> [WHAT NEEDS TO BE DONE]
Copy out the data word for word, without any of its pictures.

── INFORMATION PROVIDED

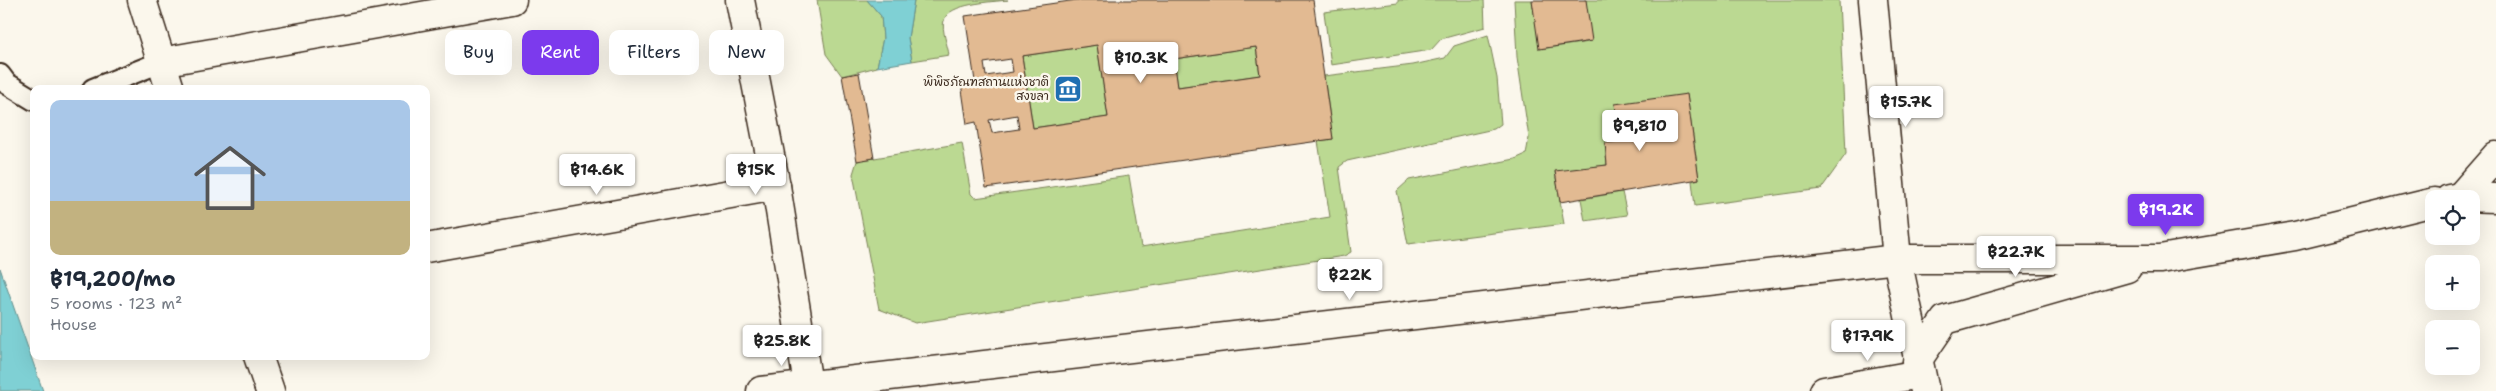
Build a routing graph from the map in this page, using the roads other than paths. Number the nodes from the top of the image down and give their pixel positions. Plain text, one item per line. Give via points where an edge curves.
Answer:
1 (142, 0) edge
2 (512, 0) edge
3 (740, 0) edge
4 (1873, 0) edge
5 (161, 62) junction
6 (0, 75) edge
7 (103, 85) edge
8 (169, 85) edge
9 (30, 98) edge
10 (2496, 156) edge
11 (776, 186) junction
12 (2458, 190) edge
13 (2480, 198) edge
14 (2496, 198) edge
15 (2425, 205) edge
16 (430, 247) edge
17 (1897, 259) junction
18 (2160, 259) junction
19 (259, 360) edge
20 (1920, 376) edge
21 (809, 388) edge
22 (270, 391) edge
23 (761, 391) edge
24 (1824, 391) edge

1 - 5 street
2 - 5 street
3 - 11 street
4 - 17 street
5 - 7 lane
5 - 8 street
6 - 9 lane via 6,83
10 - 12 street
11 - 16 street
11 - 21 street
13 - 14 street
15 - 18 street via 2295,236
17 - 18 street
17 - 20 street
17 - 21 street
18 - 20 street via 1945,320
19 - 22 street
20 - 24 street
21 - 23 street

────

> [EXERCISE ANSWER]
Build a routing graph from the map in this page, using the roads other than paths. Number the nodes from the top of the image down and give their pixel positions. Plain text, one item per line. Give via points where an edge curves.
Answer:
1 (142, 0) edge
2 (512, 0) edge
3 (740, 0) edge
4 (1873, 0) edge
5 (161, 62) junction
6 (0, 75) edge
7 (103, 85) edge
8 (169, 85) edge
9 (30, 98) edge
10 (2496, 156) edge
11 (776, 186) junction
12 (2458, 190) edge
13 (2480, 198) edge
14 (2496, 198) edge
15 (2425, 205) edge
16 (430, 247) edge
17 (1897, 259) junction
18 (2160, 259) junction
19 (259, 360) edge
20 (1920, 376) edge
21 (809, 388) edge
22 (270, 391) edge
23 (761, 391) edge
24 (1824, 391) edge

1 - 5 street
2 - 5 street
3 - 11 street
4 - 17 street
5 - 7 lane
5 - 8 street
6 - 9 lane via 6,83
10 - 12 street
11 - 16 street
11 - 21 street
13 - 14 street
15 - 18 street via 2295,236
17 - 18 street
17 - 20 street
17 - 21 street
18 - 20 street via 1945,320
19 - 22 street
20 - 24 street
21 - 23 street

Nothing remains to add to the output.